The novel directly channels this reality, as gun violence forms an important backdrop to the characters’ experiences, influencing their sense of identity and belonging. The novel portrays violence as a persistence presence that shapes how characters move through the world and relate to one another. Through the character Soot, an author who travels to communities traumatized by shootings, the novel emphasizes the commonplace nature of these incidences, while at the same time humanizing their impact through Soot’s interaction with David. Similarly, the unnamed narrator longs to escape the violence, traveling to Europe where he then encounters several characters like David and Not Toni Morrison who have similar experiences. Ultimately, this constant threat of violence is presented as a psychological condition, a national trauma that informs the desire for escape.

Historical Context: Black American Expatriation

Throughout American history, some Black Americans have chosen to leave the United States in search of greater freedom, safety, and opportunity.
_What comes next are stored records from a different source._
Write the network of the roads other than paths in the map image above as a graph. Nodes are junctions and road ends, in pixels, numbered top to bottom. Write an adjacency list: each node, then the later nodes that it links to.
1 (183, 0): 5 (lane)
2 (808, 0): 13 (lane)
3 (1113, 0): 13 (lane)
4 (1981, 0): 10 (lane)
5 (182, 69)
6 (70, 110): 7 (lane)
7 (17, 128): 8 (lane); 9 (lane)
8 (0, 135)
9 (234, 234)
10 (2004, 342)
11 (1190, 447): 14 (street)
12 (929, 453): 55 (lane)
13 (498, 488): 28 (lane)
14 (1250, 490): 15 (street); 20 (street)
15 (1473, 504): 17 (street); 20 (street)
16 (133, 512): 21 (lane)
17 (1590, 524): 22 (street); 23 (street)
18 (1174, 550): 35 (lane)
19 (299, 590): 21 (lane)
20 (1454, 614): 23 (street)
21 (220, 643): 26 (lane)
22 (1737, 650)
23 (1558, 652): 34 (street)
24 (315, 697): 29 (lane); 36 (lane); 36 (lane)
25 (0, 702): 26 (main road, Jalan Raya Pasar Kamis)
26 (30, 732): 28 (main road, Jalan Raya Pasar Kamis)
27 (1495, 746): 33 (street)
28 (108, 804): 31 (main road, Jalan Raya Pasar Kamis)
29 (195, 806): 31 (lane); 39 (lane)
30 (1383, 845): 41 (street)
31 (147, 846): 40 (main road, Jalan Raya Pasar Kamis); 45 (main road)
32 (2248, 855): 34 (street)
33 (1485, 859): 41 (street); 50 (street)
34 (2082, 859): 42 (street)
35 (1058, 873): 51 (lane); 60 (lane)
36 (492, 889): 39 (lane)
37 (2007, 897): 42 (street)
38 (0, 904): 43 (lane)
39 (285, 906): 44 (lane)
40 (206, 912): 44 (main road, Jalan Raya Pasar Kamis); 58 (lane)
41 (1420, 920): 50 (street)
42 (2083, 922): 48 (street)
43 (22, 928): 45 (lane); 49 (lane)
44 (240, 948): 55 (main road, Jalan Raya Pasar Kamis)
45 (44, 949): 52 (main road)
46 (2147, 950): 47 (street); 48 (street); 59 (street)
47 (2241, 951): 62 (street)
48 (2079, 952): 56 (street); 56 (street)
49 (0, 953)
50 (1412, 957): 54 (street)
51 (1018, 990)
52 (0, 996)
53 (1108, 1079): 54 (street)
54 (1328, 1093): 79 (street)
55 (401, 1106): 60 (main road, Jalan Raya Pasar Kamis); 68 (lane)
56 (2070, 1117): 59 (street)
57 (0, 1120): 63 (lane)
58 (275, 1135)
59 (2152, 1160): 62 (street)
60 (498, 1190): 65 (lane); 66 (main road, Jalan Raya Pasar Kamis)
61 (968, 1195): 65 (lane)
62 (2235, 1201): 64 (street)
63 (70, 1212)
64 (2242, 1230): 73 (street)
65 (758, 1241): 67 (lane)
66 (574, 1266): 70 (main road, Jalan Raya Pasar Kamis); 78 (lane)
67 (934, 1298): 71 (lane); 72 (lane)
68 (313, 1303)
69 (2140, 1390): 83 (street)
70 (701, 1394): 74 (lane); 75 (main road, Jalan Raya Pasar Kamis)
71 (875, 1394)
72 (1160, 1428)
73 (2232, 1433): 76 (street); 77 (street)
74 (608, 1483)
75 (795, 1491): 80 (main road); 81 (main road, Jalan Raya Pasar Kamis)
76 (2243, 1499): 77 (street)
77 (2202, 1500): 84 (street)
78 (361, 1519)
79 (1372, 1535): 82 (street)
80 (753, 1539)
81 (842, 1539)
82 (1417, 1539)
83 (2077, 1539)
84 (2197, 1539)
This movement, often described as Black American expatriation, reflects a long-standing tension between the promise of equality in the United States and the realities of racist discrimination and violence. In the 19th century, some free Black Americans participated in back-to-Africa movements which promoted settlements in places such as Liberia, while others relocated to Canada or Europe to escape the restrictions of enslavement and segregation. During the 20th century, artists and intellectuals including James Baldwin and Josephine Baker chose to live abroad for extended periods, often describing foreign countries as places where they could experience a greater sense of dignity and personal freedom. Although experiences vary widely, expatriation has often been understood as both a personal decision and a broader response to social conditions in the United States.


In People Like Us, this historical pursuit of sanctuary is reimagined through the narrator’s journey. His agent tells him that in Europe, “They know how to treat people like you” (32), and a wealthy benefactor offers him a new life on an “Other Continent” (80), free from America’s dangers. This idea of an entirely new place to exist parallels 19th-century desires to move to Liberia, imagining a home entirely outside the social constructs of racism and cultural erasure. Similarly, the desire to travel or live abroad shown by the unnamed narrator and other artists he encounters reflects a search for safety and belonging that echoes earlier generations of Black American artists who looked beyond the United States for a more secure or meaningful life. At the same time, the novel raises questions about whether true escape is possible, suggesting that personal identity and historical experience remain deeply connected to the United States even when characters attempt to distance themselves from it. The novel thus interrogates whether a geographical escape can truly offer liberation from deeply ingrained social and cultural wounds.